Every line that contains "where" must be located and copied from the data.

_Dataset content_
+ + + + +
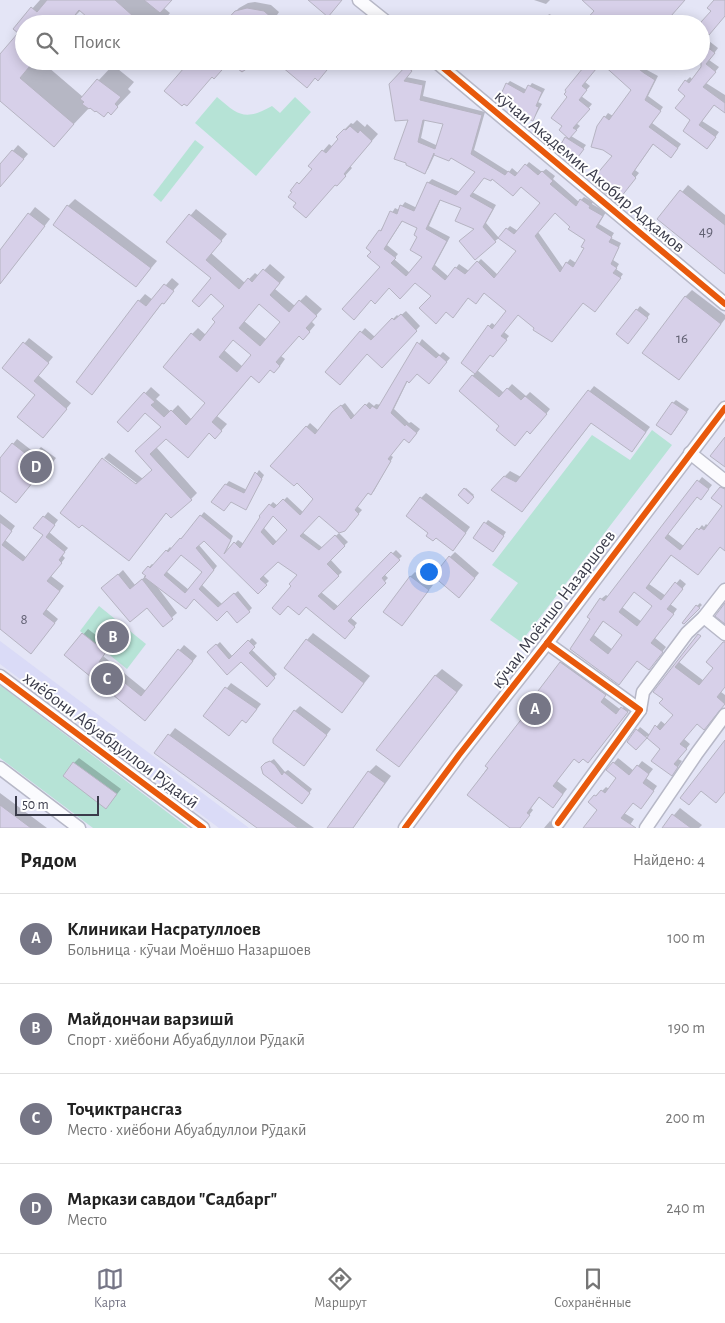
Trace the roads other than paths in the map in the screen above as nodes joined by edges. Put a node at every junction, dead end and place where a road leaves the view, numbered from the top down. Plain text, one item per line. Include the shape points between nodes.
1 (360, 0) edge
2 (378, 15) edge
3 (446, 70) edge
4 (725, 304) edge
5 (725, 408) edge
6 (690, 453) junction
7 (725, 480) edge
8 (725, 590) edge
9 (704, 617) junction
10 (725, 634) edge
11 (547, 643) junction
12 (0, 676) edge
13 (640, 710) junction
14 (725, 716) edge
15 (0, 768) edge
16 (558, 822) dead end
17 (79, 828) edge
18 (203, 828) edge
19 (405, 828) edge
20 (646, 828) edge

1 - 2 street
3 - 4 street, кӯчаи Академик Акобир Адҳамов
5 - 6 street, кӯчаи Моёншо Назаршоев
6 - 7 street
6 - 11 street, кӯчаи Моёншо Назаршоев
8 - 9 street
9 - 10 street
9 - 13 street via 687,633 643,692
11 - 13 street
11 - 19 street, кӯчаи Моёншо Назаршоев
12 - 18 street, хиёбони Абуабдуллои Рӯдакӣ
13 - 16 street
14 - 20 street
15 - 17 street

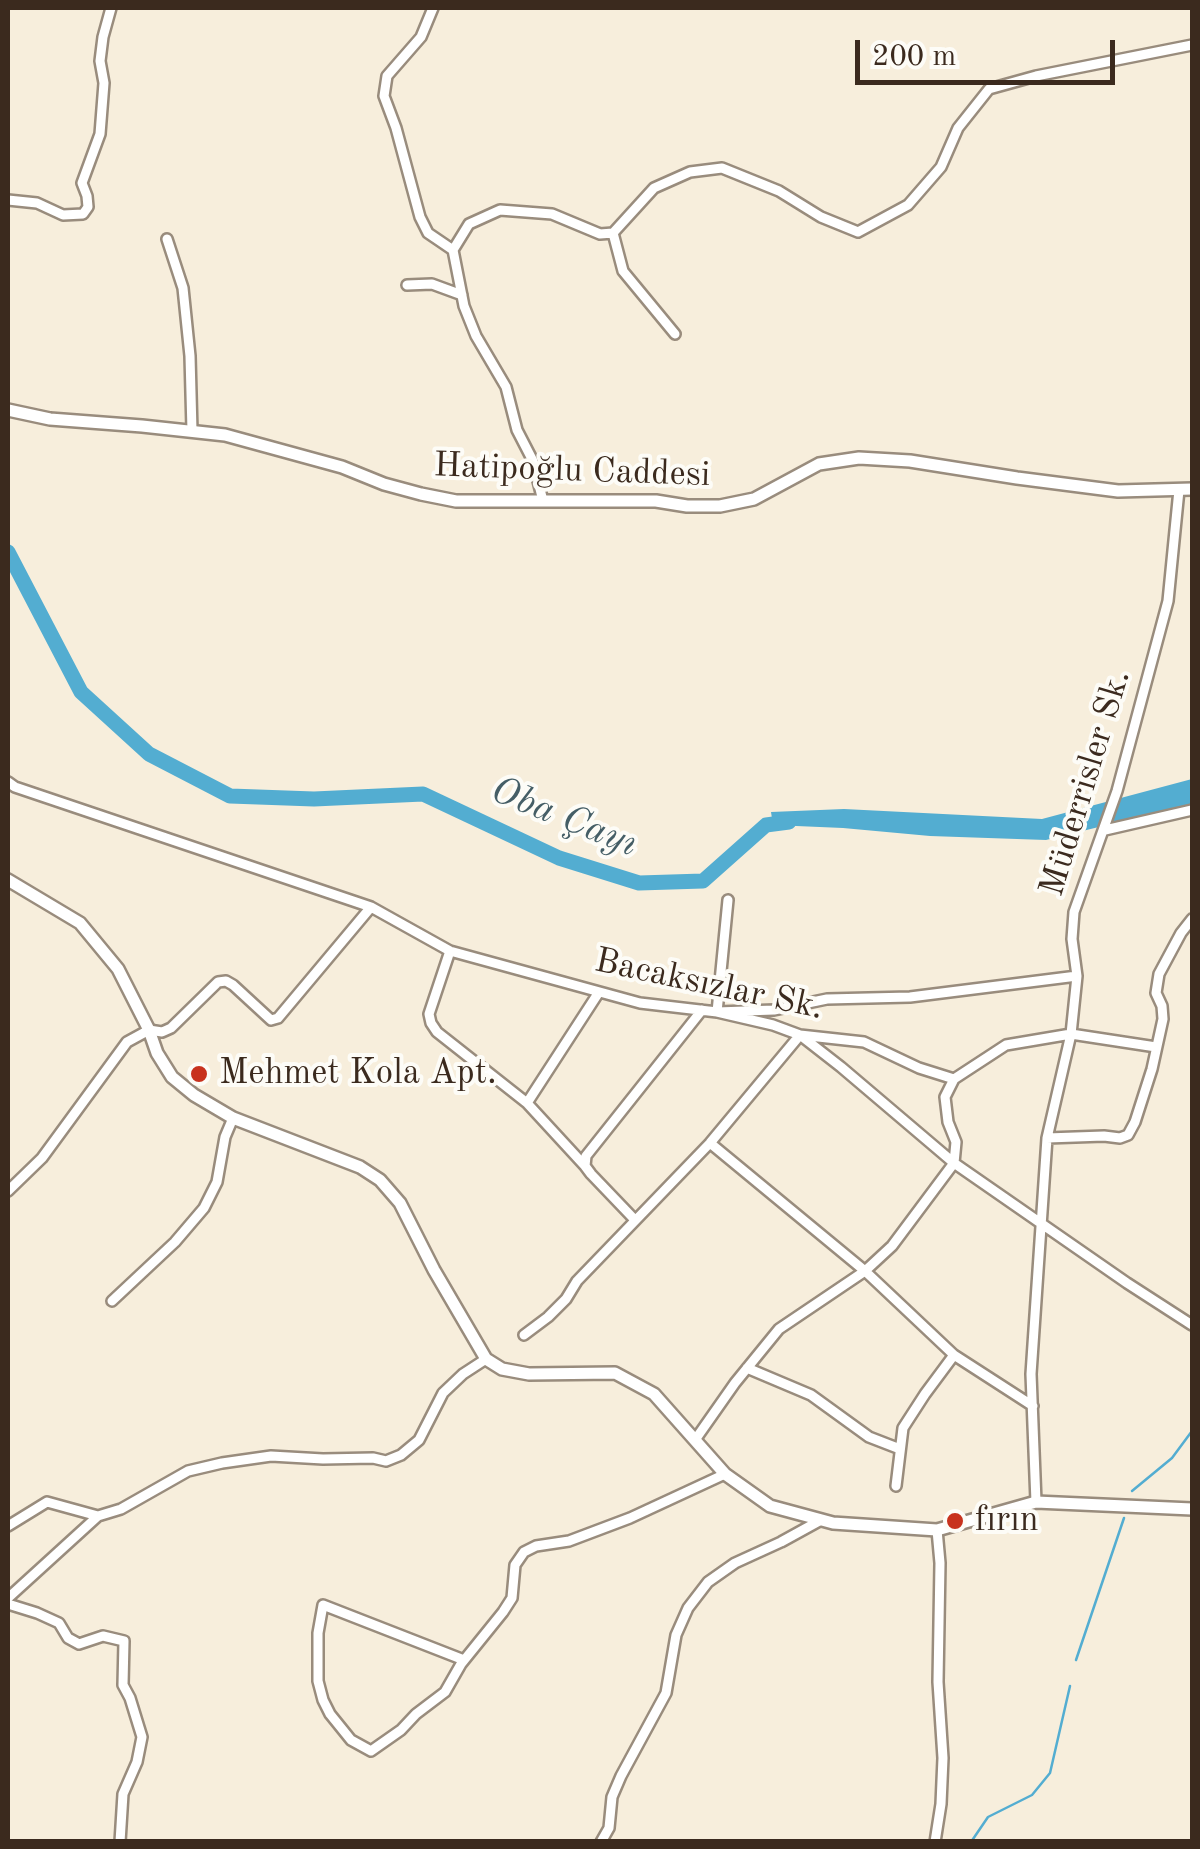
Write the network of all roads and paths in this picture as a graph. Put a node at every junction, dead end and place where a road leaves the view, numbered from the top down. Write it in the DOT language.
graph roads {
  1 [pos="111,8"];
  2 [pos="433,8"];
  3 [pos="1192,44"];
  4 [pos="8,200"];
  5 [pos="613,233"];
  6 [pos="167,239"];
  7 [pos="453,250"];
  8 [pos="407,285"];
  9 [pos="462,295"];
  10 [pos="675,334"];
  11 [pos="8,410"];
  12 [pos="192,430"];
  13 [pos="1186,489"];
  14 [pos="542,501"];
  15 [pos="8,782"];
  16 [pos="1192,810"];
  17 [pos="1105,830"];
  18 [pos="8,880"];
  19 [pos="728,900"];
  20 [pos="371,908"];
  21 [pos="1192,919"];
  22 [pos="450,951"];
  23 [pos="1078,976"];
  24 [pos="599,992"];
  25 [pos="702,1010"];
  26 [pos="717,1012"];
  27 [pos="149,1030"];
  28 [pos="1071,1034"];
  29 [pos="800,1036"];
  30 [pos="1156,1047"];
  31 [pos="954,1079"];
  32 [pos="527,1103"];
  33 [pos="233,1118"];
  34 [pos="1048,1138"];
  35 [pos="710,1142"];
  36 [pos="954,1163"];
  37 [pos="585,1166"];
  38 [pos="8,1191"];
  39 [pos="635,1220"];
  40 [pos="1042,1224"];
  41 [pos="864,1271"];
  42 [pos="112,1301"];
  43 [pos="1192,1325"];
  44 [pos="524,1335"];
  45 [pos="954,1355"];
  46 [pos="486,1358"];
  47 [pos="747,1368"];
  48 [pos="1033,1406"];
  49 [pos="695,1440"];
  50 [pos="900,1450"];
  51 [pos="725,1474"];
  52 [pos="896,1486"];
  53 [pos="1036,1502"];
  54 [pos="1192,1509"];
  55 [pos="98,1516"];
  56 [pos="821,1520"];
  57 [pos="8,1526"];
  58 [pos="936,1530"];
  59 [pos="8,1601"];
  60 [pos="464,1660"];
  61 [pos="606,1840"];
  62 [pos="120,1842"];
  63 [pos="935,1842"];
  1 -- 4 [label="street"];
  2 -- 7 [label="street"];
  3 -- 5 [label="street"];
  5 -- 7 [label="street"];
  5 -- 10 [label="street"];
  6 -- 12 [label="street"];
  7 -- 9 [label="street"];
  8 -- 9 [label="street"];
  9 -- 14 [label="street"];
  11 -- 12 [label="street, Hatipoğlu Caddesi"];
  12 -- 14 [label="street, Hatipoğlu Caddesi"];
  13 -- 14 [label="street, Hatipoğlu Caddesi"];
  13 -- 17 [label="street, Müderrisler Sk."];
  15 -- 20 [label="street, Bacaksızlar Sk."];
  16 -- 17 [label="street"];
  17 -- 23 [label="street, Müderrisler Sk."];
  18 -- 27 [label="street"];
  19 -- 26 [label="street"];
  20 -- 22 [label="street, Bacaksızlar Sk."];
  20 -- 27 [label="street"];
  21 -- 30 [label="street"];
  22 -- 24 [label="street, Bacaksızlar Sk."];
  22 -- 32 [label="street"];
  23 -- 26 [label="street"];
  23 -- 28 [label="street, Müderrisler Sk."];
  24 -- 25 [label="street, Bacaksızlar Sk."];
  24 -- 32 [label="street"];
  25 -- 26 [label="street, Bacaksızlar Sk."];
  25 -- 37 [label="street"];
  26 -- 29 [label="street, Bacaksızlar Sk."];
  27 -- 33 [label="street"];
  27 -- 38 [label="street"];
  28 -- 30 [label="street"];
  28 -- 31 [label="street"];
  28 -- 34 [label="street, Müderrisler Sk."];
  29 -- 31 [label="street, Bacaksızlar Sk."];
  29 -- 35 [label="street"];
  29 -- 36 [label="street"];
  30 -- 34 [label="street"];
  31 -- 36 [label="street"];
  32 -- 37 [label="street"];
  33 -- 42 [label="street"];
  33 -- 46 [label="street"];
  34 -- 40 [label="street, Müderrisler Sk."];
  35 -- 39 [label="street"];
  35 -- 41 [label="street"];
  36 -- 40 [label="street"];
  36 -- 41 [label="street"];
  37 -- 39 [label="street"];
  39 -- 44 [label="street"];
  40 -- 43 [label="street"];
  40 -- 48 [label="street, Müderrisler Sk."];
  41 -- 45 [label="street"];
  41 -- 47 [label="street"];
  45 -- 48 [label="street"];
  45 -- 50 [label="street"];
  46 -- 49 [label="street"];
  46 -- 55 [label="street"];
  47 -- 49 [label="street"];
  47 -- 50 [label="street"];
  48 -- 53 [label="street, Müderrisler Sk."];
  49 -- 51 [label="street"];
  50 -- 52 [label="street"];
  51 -- 56 [label="street"];
  51 -- 60 [label="street"];
  53 -- 54 [label="street"];
  53 -- 58 [label="street"];
  55 -- 57 [label="street"];
  55 -- 59 [label="street"];
  56 -- 58 [label="street"];
  56 -- 61 [label="street"];
  58 -- 63 [label="street"];
  59 -- 62 [label="street"];
  60 -- 60 [label="street"];
}
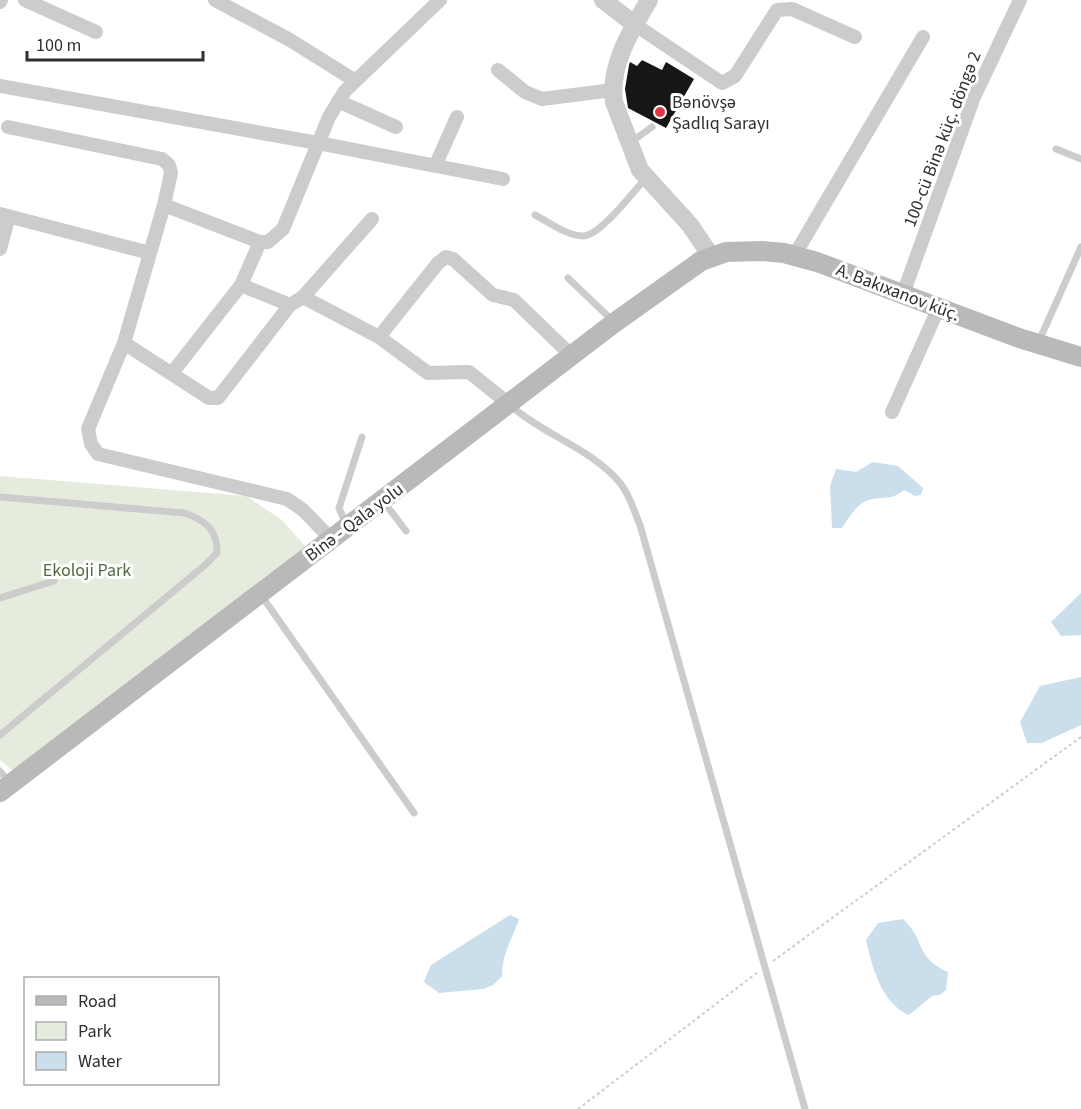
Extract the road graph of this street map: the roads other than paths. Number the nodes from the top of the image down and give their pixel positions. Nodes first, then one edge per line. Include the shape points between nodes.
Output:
1 (25, 0) edge
2 (215, 0) edge
3 (440, 0) edge
4 (603, 0) edge
5 (649, 0) edge
6 (1020, 0) edge
7 (634, 24) junction
8 (96, 32) dead end
9 (855, 37) dead end
10 (923, 37) dead end
11 (498, 70) dead end
12 (354, 80) junction
13 (0, 86) edge
14 (613, 90) junction
15 (338, 101) junction
16 (457, 117) dead end
17 (8, 127) dead end
18 (396, 127) dead end
19 (652, 127) dead end
20 (318, 142) junction
21 (629, 144) junction
22 (1056, 149) dead end
23 (1081, 159) edge
24 (436, 164) junction
25 (503, 179) dead end
26 (645, 179) junction
27 (164, 205) junction
28 (4, 215) edge
29 (535, 215) dead end
30 (372, 219) dead end
31 (260, 242) junction
32 (1081, 247) edge
33 (0, 249) edge
34 (150, 254) junction
35 (711, 256) junction
36 (794, 256) junction
37 (568, 278) dead end
38 (241, 285) junction
39 (903, 294) junction
40 (303, 297) junction
41 (290, 305) junction
42 (939, 307) junction
43 (614, 323) junction
44 (379, 337) junction
45 (124, 343) junction
46 (1037, 344) junction
47 (572, 356) junction
48 (1081, 357) edge
49 (172, 373) junction
50 (509, 404) junction
51 (892, 412) dead end
52 (362, 437) dead end
53 (0, 497) edge
54 (383, 500) junction
55 (347, 526) junction
56 (406, 531) dead end
57 (331, 539) junction
58 (54, 581) dead end
59 (259, 593) junction
60 (0, 598) edge
61 (0, 735) edge
62 (3, 783) edge
63 (414, 813) dead end
64 (805, 1109) edge

1 - 8 street
2 - 12 street
3 - 12 street
4 - 7 street
5 - 7 street
6 - 39 street, 100-cü Binə küç. döngə 2 via 974,96
7 - 9 street via 722,83 735,76 777,10 792,9
7 - 14 street via 618,59
10 - 36 street
11 - 14 street via 525,92 542,99
12 - 15 street
13 - 20 street
14 - 21 street
15 - 18 street
15 - 20 street
16 - 24 street
17 - 27 street via 162,159 171,173
19 - 21 lane
20 - 24 street
20 - 31 street via 289,219 276,237
21 - 26 street
22 - 23 lane
24 - 25 street
26 - 29 lane via 600,229 585,237
26 - 35 street via 690,225
27 - 31 street
27 - 34 street
28 - 33 street
28 - 34 street
30 - 40 street
31 - 38 street
32 - 46 lane
34 - 45 street
35 - 36 main road, A. Bakıxanov küç. via 745,251
35 - 43 main road, Binə - Qala yolu
36 - 39 main road, A. Bakıxanov küç.
37 - 43 lane
38 - 41 street
38 - 49 street
39 - 42 main road, A. Bakıxanov küç.
40 - 41 street
40 - 44 street
41 - 49 street via 218,398 209,398
42 - 46 main road, A. Bakıxanov küç.
42 - 51 street
43 - 47 main road, Binə - Qala yolu
44 - 47 street via 446,258 453,259 493,296 514,300
44 - 50 street via 428,373 469,372
45 - 49 street
45 - 57 street via 88,429 98,454 287,499
46 - 48 main road, A. Bakıxanov küç.
47 - 50 main road, Binə - Qala yolu
50 - 54 main road, Binə - Qala yolu
50 - 64 lane via 603,467 630,498
52 - 55 lane via 339,508
53 - 61 lane via 184,513 210,526 218,541 217,553 204,566
54 - 55 main road, Binə - Qala yolu
54 - 56 lane
55 - 57 main road, Binə - Qala yolu
57 - 59 main road, Binə - Qala yolu
58 - 60 lane
59 - 62 main road, Binə - Qala yolu
59 - 63 lane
+ + + + +
_Solution for this exercise_
Trace the roads other than paths in the map in the screen above as nodes joined by edges. Put a node at every junction, dead end and place where a road leaves the view, numbered from the top down. Plain text, one item per line. Include the shape points between nodes.
Write the network of all roads and paths in this picture as a graph. Put a node at every junction, dead end and place where a road leaves the view, numbered from the top down. Write it in the DOT language.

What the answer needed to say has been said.